[Records for this task Boundary: Start]

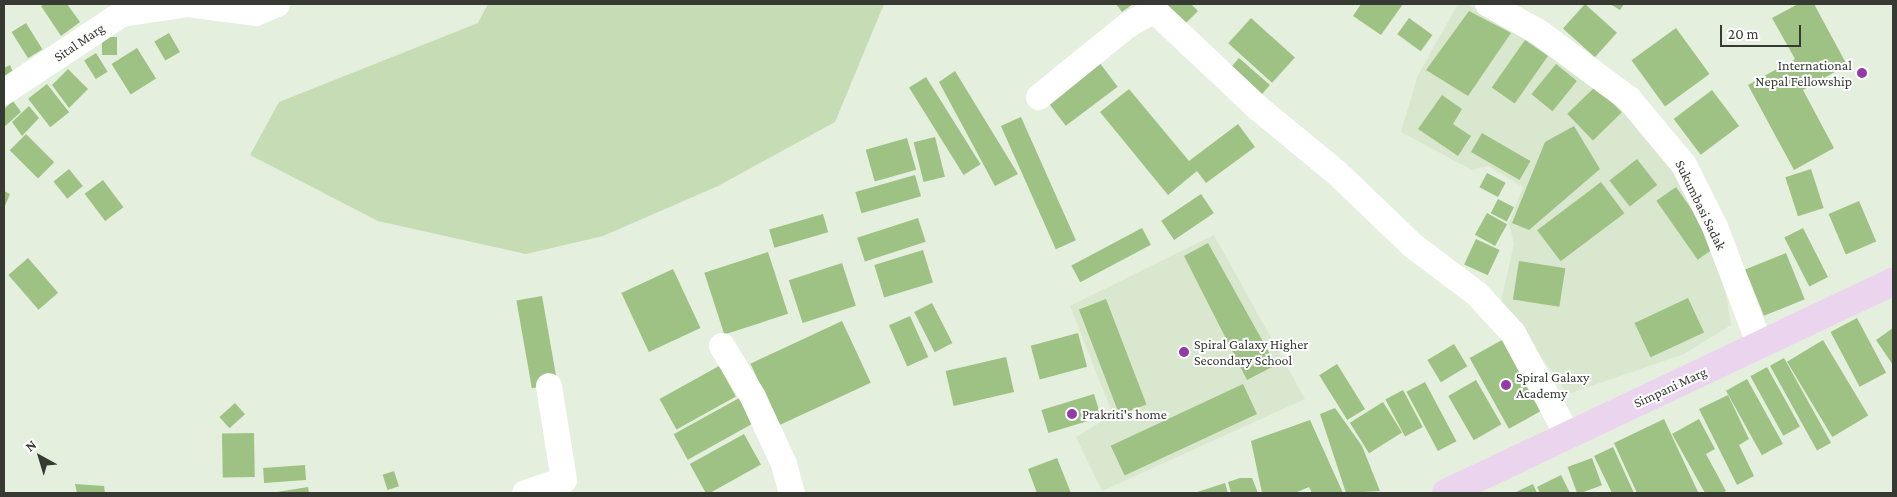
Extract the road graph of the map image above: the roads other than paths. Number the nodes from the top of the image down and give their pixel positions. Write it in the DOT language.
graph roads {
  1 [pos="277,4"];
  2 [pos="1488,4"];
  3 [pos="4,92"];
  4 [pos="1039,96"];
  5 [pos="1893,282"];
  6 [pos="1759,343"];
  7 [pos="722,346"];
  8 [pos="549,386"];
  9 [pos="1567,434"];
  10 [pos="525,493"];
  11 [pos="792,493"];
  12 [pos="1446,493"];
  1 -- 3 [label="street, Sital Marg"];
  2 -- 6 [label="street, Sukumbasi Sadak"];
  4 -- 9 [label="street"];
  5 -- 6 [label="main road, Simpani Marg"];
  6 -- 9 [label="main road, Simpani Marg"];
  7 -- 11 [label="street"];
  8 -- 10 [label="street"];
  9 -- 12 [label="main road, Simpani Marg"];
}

[Records for this task Boundary: End]

◆ Instructions for the task: Keep the pictures out, and write out the rest of the data above word for word.

◆ Finished task:
Extract the road graph of the map image above: the roads other than paths. Number the nodes from the top of the image down and give their pixel positions. Write it in the DOT language.
graph roads {
  1 [pos="277,4"];
  2 [pos="1488,4"];
  3 [pos="4,92"];
  4 [pos="1039,96"];
  5 [pos="1893,282"];
  6 [pos="1759,343"];
  7 [pos="722,346"];
  8 [pos="549,386"];
  9 [pos="1567,434"];
  10 [pos="525,493"];
  11 [pos="792,493"];
  12 [pos="1446,493"];
  1 -- 3 [label="street, Sital Marg"];
  2 -- 6 [label="street, Sukumbasi Sadak"];
  4 -- 9 [label="street"];
  5 -- 6 [label="main road, Simpani Marg"];
  6 -- 9 [label="main road, Simpani Marg"];
  7 -- 11 [label="street"];
  8 -- 10 [label="street"];
  9 -- 12 [label="main road, Simpani Marg"];
}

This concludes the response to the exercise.